Towards achieving this, the Transport Minister, Mr Lui Tuck Yew said in an interview to Bloomberg TV that the Government "had to take some measures here in Singapore that are both unorthodox and somewhat controversial and expensive."

So while the rich zoom around town unperturbed by ERP increases, car-parking charges and ever-increasing road capacity to cater to their ease of transportation, 63 percent of 'poor' Singaporeans have to cope with over-crowded trains and buses, buses and train that frequently breakdown, public transport which don't arrive on time, and transport fare hikes.

While prime land like Sentosa Cove and Marina Bay become playgrounds for the rich and powerful, the 'poor' gets pushed to the peripherals of Singapore to places like Woodlands, Sembawang and Sengkang. (An article I wrote earlier on this topic is HERE.)

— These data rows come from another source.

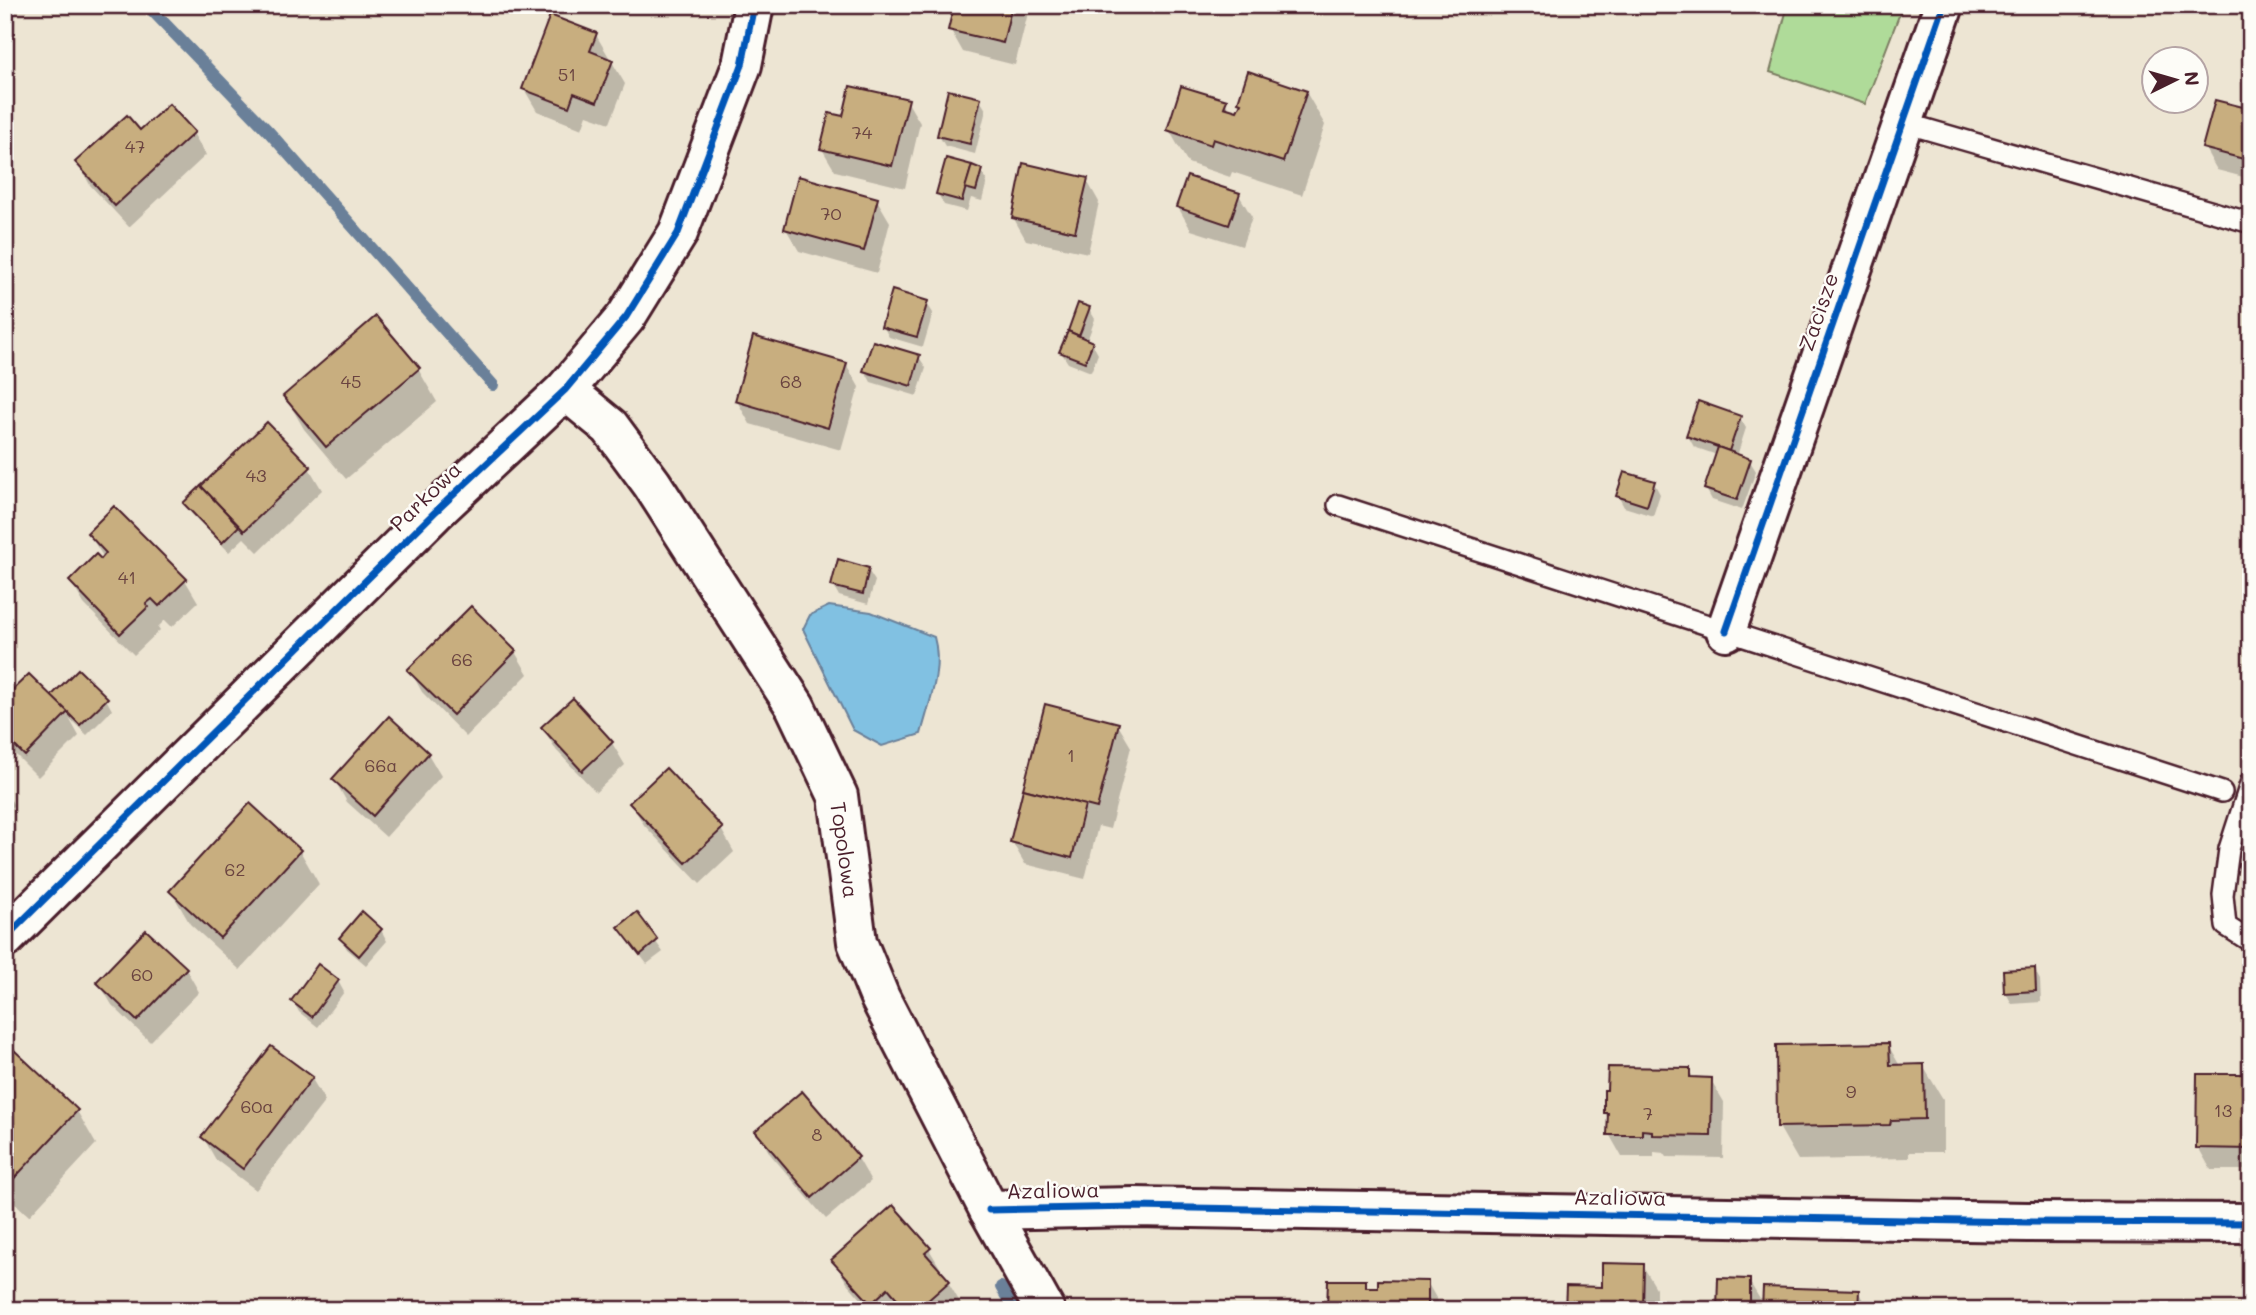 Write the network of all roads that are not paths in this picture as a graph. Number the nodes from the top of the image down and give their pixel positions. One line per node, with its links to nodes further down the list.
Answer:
1 (754, 5): 5 (street, Parkowa)
2 (1944, 5): 3 (street, Zacisze)
3 (1905, 122): 4 (lane); 7 (street, Zacisze)
4 (2251, 223)
5 (565, 390): 10 (street, Parkowa); 12 (street, Topolowa)
6 (1338, 505): 7 (lane)
7 (1726, 631): 9 (lane)
8 (2251, 781): 11 (lane)
9 (2222, 792)
10 (5, 939)
11 (2251, 942)
12 (989, 1210): 13 (street, Azaliowa); 14 (street, Topolowa)
13 (2251, 1223)
14 (1045, 1310)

While world leaders like Pope Francis points out that "there is no hard evidence that trickle-down economics has worked for anyone, except the rich", our leaders make comments like this:
“In fact, if I can get another 10 billionaires to move to Singapore and set up their base here, my Gini coefficient will get worse but I think Singaporeans will be better off, because they will bring in business, bring in opportunities, open new doors and create new jobs, and I think that is the attitude with which we must approach this problem.” <LINK>
Why, by pegging their salaries to the top 1000 earners in Singapore, our political leaders seem to be identifying more with the well-off than with the common man on the street.

Do you still remember, "Please, get out of my elite uncaring face"?

No, I am not saying that all the filthy rich are smug, but when the rich and powerful have better (unfair?) advantage in domains like transportation, land allocation, and education, it is quite easy for them to remain aloof and adopt an elitist mindset - to lose touch with the aspirations and challenges of the ordinary Singaporean.

My worry is, that there may be far too many among the filthy rich who feel like the Briton, but only make such comments in their closed circles.

But as for me, I am proud of my stench - the stench of a "poor", ordinary Singaporean, and am also proud of the sacrifices my mom had made in raising me!

--
Article was edited after it was published. Considering the Briton's apology, I have removed the Youtube video.

Comments

David Ching said…
You smell better than all the other foreign trash. Anytime.
Kooi Seng Chng said…
Where he comes from, the natives smell of mutton and butter. Their Underground is swirling with dust and dirt and the pavement is splattered with vomit. These white guys have a life style which they can't get from where they came from. This is the problem with Singapore. It has become an outpost for the whites who continue to behave like colonialists.